On any Western coffee table it would not look out of place: a magazine with a slightly risque cover and articles ranging from sexuality to fetishism and the human body. But on the newsstands of the Middle East it’s a different matter. In the run-up to its launch next week, the glossy quarterly Jasad (“body” in Arabic) has been generating plenty of curiosity and hostility as it prepares to take on some of the most powerful taboos in Arab culture.
Issue one of the Lebanese title includes articles on self-mutilation and cannibalism as well as stories on sexual themes by authors from Egypt, Morocco, Syria and Palestine. Pseudonyms are not permitted. Regular features will include Body-Talk, Voyeur’s Corner and My First Time.
The quarterly, licensed as required by the Lebanese government, is the brainchild of the writer and poet Joumana Haddad, whose day job is culture editor of Beirut’s famed an-Nahar newspaper.
“The body is a quintessential part of Arab culture that has been veiled,” Haddad said. “I’m not trying to introduce something alien. We have wonderful erotic texts in Arabic like The Scented Garden or the non-censored texts of A Thousand and One Nights. These are all part of our heritage and we have come to deny it.”
CONTROVERSIAL
In a region where the majority are Muslims, Arabic is revered as the language of the Koran and the trend is for bodies to be covered up rather than exposed — let alone in all their intimacy — this daring experiment has triggered both anger and excitement.
Officials of Hezbollah, the powerful Lebanese Shiite movement, tried to close Jasad’s stand at last week’s Beirut book fair. One outraged visitor ripped down a poster, complaining that the subject matter was haram — forbidden. Visitors to the Web site of the popular al-Arabiya TV have attacked it.
“Stop promoting this blatant vulgarity and obscenity,” was one furious comment.
But another said: “Amazing magazine! Oh Lord, please let it be distributed in Jordan!”
A Saudi man pledged to buy 50,000 copies and distribute them free “to open people’s minds.”
Jasad will be on sale in sealed plastic envelopes in Lebanon but elsewhere it will be delivered directly to subscribers’ homes for US$130 for four issues to avoid censorship.
Subscribers in Saudi Arabia, the most conservative of Arab countries, number in “the hundreds,” Haddad said. Egyptians are finding it pricey but she has high hopes for the “more permissive” countries of the Maghreb such as Tunisia and Morocco.
The Jasad Web site features a keyhole with erotic pictures, statues and other provocative images sliding past tantalizingly behind it. The cover of the first issue pictures a naked woman sheathed in bright crimson silk fabric like a flower.
Its 200 pages of articles and illustrations are of a quality that would not be out of place in Paris, New York or London. The Arabic “J” of the title is linked to a set of handcuffs, hinting at the restrictions on free discussion of the body.
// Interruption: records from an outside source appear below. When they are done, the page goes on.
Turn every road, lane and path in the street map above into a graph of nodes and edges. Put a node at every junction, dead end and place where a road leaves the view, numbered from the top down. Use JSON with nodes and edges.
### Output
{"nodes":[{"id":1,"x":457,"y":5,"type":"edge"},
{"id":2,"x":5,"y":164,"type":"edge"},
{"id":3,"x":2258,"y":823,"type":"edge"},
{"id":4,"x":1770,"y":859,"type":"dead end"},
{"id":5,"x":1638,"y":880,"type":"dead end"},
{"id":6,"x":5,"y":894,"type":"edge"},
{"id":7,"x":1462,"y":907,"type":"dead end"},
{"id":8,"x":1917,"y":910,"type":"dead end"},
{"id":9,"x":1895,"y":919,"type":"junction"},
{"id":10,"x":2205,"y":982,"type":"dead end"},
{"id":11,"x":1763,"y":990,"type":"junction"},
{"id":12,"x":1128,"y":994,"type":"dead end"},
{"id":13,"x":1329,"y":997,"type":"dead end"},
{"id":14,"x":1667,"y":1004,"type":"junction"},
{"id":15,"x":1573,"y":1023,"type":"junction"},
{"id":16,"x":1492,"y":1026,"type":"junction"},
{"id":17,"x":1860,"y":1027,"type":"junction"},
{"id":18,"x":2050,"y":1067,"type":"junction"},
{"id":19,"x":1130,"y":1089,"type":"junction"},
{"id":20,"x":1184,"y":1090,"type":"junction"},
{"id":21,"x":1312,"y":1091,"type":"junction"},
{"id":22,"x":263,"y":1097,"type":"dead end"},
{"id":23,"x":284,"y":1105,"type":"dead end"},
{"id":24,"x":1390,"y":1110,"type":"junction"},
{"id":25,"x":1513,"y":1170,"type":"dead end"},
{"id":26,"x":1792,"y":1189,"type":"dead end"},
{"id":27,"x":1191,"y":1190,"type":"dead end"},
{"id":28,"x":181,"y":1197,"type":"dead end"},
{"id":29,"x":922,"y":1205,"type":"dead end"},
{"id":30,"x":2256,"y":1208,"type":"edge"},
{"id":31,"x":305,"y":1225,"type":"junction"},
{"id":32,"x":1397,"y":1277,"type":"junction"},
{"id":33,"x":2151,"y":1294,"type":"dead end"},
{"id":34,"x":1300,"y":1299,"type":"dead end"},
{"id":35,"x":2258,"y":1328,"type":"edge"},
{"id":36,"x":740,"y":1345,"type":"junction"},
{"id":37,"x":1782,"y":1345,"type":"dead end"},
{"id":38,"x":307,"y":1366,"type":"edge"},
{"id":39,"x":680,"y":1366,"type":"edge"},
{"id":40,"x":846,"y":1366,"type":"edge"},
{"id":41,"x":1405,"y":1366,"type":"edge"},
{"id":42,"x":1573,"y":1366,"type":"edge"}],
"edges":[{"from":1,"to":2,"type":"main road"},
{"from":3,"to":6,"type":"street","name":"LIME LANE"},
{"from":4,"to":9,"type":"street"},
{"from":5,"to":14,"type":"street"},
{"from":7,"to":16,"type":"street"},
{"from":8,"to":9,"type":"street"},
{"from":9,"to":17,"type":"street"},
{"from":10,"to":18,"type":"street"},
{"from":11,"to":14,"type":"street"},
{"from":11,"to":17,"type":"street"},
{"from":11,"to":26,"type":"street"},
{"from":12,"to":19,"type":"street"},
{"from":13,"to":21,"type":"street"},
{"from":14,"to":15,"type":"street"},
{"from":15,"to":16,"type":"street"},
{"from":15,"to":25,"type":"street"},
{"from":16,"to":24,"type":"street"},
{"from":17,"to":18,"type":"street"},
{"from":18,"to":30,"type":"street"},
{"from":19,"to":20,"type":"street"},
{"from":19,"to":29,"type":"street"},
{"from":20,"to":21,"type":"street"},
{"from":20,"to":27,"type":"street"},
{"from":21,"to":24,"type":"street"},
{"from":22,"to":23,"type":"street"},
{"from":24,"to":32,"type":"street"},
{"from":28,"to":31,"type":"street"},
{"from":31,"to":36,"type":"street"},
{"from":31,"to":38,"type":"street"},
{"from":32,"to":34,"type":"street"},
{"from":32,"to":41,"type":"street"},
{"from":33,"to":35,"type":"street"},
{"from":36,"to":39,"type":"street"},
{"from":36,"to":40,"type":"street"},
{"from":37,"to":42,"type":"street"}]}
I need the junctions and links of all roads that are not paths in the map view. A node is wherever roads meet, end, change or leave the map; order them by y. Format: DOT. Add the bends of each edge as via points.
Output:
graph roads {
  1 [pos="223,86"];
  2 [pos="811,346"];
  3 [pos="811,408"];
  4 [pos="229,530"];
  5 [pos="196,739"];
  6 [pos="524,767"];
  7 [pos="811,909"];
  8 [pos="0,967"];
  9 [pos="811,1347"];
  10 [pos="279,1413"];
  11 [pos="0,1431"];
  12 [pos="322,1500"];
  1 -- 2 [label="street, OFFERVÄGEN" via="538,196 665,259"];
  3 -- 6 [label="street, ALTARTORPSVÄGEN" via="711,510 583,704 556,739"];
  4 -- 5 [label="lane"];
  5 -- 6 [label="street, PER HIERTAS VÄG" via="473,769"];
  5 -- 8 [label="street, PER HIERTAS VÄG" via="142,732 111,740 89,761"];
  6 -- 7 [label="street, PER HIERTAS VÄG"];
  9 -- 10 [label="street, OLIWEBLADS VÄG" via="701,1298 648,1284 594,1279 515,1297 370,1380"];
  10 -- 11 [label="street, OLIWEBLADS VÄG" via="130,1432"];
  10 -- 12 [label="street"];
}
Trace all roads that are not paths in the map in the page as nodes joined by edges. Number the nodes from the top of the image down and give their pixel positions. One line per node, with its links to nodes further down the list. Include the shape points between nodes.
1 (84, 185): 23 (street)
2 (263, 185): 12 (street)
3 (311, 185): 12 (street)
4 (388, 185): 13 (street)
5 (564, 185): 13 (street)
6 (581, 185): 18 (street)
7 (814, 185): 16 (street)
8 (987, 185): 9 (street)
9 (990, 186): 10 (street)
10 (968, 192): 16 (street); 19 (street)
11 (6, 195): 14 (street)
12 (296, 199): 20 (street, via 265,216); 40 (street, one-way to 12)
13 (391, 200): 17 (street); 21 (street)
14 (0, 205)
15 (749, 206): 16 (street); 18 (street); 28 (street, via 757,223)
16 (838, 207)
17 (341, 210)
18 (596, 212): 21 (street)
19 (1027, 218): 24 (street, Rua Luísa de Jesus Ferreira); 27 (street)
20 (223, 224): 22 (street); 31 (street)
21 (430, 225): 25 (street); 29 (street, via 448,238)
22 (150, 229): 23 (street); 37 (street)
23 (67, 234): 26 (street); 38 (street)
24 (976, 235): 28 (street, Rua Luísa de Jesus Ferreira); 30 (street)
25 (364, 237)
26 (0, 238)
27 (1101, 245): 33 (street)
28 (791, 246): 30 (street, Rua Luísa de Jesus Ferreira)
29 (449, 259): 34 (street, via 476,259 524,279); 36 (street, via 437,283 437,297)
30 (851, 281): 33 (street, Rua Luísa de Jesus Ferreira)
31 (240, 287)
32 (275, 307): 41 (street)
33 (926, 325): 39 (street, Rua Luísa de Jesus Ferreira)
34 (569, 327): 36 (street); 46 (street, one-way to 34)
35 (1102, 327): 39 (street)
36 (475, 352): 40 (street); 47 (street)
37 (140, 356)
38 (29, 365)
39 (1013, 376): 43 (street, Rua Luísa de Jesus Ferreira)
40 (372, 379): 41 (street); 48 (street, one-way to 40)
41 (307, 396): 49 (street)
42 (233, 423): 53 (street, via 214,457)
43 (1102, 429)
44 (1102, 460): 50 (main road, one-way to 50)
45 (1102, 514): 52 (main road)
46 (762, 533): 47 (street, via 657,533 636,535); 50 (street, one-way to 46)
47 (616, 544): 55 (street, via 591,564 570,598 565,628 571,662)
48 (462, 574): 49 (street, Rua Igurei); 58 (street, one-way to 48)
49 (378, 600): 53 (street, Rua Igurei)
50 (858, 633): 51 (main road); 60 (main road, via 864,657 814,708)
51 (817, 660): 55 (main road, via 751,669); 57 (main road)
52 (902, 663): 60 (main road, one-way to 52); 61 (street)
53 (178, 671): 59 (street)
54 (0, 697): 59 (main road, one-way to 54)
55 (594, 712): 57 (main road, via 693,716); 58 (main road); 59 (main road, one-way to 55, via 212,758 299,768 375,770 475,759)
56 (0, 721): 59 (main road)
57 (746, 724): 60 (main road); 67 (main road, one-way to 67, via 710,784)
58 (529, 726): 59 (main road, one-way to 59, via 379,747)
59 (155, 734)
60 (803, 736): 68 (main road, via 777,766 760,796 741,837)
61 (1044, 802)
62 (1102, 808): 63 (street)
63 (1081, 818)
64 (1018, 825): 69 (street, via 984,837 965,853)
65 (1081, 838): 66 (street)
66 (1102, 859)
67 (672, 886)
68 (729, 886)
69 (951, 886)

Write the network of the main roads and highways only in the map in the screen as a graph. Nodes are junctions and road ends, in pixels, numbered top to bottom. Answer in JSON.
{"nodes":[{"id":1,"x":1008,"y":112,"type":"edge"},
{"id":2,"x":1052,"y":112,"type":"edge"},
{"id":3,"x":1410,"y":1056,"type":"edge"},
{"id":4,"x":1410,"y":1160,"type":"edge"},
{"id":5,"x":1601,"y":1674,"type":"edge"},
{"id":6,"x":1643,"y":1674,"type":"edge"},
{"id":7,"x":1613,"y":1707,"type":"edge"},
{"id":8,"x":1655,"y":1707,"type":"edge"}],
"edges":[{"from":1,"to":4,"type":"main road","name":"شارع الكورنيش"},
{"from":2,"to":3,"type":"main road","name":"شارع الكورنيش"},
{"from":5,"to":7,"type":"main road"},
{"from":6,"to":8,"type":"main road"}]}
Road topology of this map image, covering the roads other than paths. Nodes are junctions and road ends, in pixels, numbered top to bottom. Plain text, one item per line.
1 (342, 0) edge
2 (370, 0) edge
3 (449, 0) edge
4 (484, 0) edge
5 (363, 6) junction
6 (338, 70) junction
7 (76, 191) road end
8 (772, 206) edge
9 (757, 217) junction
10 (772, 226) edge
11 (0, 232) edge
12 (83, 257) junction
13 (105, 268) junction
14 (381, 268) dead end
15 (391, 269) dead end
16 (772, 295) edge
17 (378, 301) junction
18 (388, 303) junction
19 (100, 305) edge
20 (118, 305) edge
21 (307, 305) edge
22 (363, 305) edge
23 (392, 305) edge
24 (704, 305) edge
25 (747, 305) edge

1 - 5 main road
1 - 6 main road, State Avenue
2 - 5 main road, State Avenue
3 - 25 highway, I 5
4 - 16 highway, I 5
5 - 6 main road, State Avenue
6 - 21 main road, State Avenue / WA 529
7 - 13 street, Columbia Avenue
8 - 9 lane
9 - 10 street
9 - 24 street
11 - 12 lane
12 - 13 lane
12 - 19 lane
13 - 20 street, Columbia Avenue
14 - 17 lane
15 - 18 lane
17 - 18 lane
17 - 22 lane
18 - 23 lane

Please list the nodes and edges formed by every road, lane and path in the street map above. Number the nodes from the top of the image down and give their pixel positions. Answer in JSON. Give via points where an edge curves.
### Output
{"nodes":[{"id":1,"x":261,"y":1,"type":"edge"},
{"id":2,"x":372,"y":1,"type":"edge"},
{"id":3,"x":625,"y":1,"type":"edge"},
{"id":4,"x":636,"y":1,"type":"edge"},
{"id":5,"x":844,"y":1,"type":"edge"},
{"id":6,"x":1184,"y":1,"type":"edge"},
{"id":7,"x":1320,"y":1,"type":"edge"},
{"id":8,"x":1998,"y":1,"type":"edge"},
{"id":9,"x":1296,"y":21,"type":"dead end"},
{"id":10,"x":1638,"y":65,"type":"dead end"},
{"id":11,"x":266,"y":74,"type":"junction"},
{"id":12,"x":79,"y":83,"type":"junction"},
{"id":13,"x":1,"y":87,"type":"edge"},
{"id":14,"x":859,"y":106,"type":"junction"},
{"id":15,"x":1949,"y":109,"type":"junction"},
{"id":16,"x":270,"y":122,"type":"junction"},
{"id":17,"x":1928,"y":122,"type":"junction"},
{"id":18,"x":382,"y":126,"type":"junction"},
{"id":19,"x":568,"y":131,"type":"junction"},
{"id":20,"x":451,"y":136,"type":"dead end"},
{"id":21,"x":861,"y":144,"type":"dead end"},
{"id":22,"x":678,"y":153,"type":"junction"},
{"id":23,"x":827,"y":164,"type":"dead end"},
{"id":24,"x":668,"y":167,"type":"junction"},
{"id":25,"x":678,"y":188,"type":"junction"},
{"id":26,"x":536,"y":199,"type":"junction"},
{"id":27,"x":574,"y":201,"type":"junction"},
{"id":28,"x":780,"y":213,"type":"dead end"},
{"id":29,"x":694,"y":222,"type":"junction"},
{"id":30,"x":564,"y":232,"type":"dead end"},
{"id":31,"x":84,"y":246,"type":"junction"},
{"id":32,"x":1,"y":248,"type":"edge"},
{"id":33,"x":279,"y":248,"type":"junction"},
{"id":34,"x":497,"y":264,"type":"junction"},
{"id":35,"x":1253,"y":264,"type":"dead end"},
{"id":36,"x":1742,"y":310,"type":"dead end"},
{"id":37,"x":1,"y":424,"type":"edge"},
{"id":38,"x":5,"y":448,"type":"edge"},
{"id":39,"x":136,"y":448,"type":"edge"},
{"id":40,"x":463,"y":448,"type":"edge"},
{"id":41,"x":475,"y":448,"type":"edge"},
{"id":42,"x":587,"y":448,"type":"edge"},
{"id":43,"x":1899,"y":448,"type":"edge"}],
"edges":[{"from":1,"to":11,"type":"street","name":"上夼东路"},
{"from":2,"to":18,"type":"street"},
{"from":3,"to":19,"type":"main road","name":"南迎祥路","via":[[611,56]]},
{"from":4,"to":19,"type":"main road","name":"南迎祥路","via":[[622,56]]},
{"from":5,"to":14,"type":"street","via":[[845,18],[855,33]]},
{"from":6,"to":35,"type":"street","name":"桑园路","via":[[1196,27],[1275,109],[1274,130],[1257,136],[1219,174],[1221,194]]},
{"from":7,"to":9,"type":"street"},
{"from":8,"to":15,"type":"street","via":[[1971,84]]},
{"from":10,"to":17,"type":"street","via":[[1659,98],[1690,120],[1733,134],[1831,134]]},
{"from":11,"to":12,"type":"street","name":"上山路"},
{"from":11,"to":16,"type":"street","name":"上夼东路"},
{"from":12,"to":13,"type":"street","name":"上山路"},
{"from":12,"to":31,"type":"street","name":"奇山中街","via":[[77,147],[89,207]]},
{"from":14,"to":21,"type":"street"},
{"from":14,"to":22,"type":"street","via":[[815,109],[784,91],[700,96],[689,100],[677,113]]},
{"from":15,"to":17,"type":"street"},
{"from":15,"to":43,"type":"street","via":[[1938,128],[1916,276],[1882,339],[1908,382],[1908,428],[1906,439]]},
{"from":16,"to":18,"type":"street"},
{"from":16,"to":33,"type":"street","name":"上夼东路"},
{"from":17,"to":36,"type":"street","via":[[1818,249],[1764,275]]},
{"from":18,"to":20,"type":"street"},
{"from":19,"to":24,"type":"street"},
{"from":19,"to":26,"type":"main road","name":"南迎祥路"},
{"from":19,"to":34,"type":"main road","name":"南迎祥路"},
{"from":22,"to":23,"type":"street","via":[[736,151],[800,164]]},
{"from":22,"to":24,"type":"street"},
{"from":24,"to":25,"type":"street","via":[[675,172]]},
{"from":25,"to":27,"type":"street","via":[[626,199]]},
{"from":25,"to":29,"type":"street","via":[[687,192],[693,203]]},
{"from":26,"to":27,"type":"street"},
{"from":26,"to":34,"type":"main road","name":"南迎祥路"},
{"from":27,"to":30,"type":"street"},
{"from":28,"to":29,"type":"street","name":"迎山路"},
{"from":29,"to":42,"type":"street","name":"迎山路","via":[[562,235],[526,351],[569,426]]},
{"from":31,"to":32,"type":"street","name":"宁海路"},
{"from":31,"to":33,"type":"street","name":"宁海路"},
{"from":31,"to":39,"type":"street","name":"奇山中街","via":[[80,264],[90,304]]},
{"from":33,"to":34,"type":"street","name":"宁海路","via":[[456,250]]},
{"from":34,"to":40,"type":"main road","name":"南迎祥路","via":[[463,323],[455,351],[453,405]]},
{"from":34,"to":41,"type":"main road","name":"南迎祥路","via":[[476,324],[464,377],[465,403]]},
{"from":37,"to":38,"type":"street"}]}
Haddad is firm that while Jasad is an “adult publication” that should not be sold to minors, it is “artistic and cultural,” is far from pornography — and represents a return to authenticity.
“Some of the things that people wrote in Arabic a long time ago would make the Marquis de Sade blush,” she said, laughing. “Now even the word ‘breast’ in Arabic would be shocking in certain circles. The language has gone backwards because of the influence of religion in daily life. This is about the reappropriation of our language. It’s been stolen along the way. We have rotten political systems that increase the power of religion.”
PERSONAL LIBERATION
The real issue, she argues, is about personal liberation.
“People ... want something but can’t talk about it in public ... The whole education system teaches us to be hypocritical,” she said.
Only in the “oasis” of Lebanon — where pornography is banned but magazines and videos are sold and lax laws allow a porn film industry to function — would it be possible to legally publish a magazine such as Jasad. Yet it is still not easy.
“Muslims will go further in expressing their disapproval,” predicted Haddad, a lapsed Greek Orthodox Christian. “But Christians disapprove too, and some of them are very traditional.
“I don’t mind having people thinking differently from me. I respect the right of people not to accept these things, but I don’t accept it when they try to stop me doing what I want to do,” she said.
“This is not a political project. The magazine is about love for the culture of the body. It’s not a cause — but it does hope to break taboos,” she said.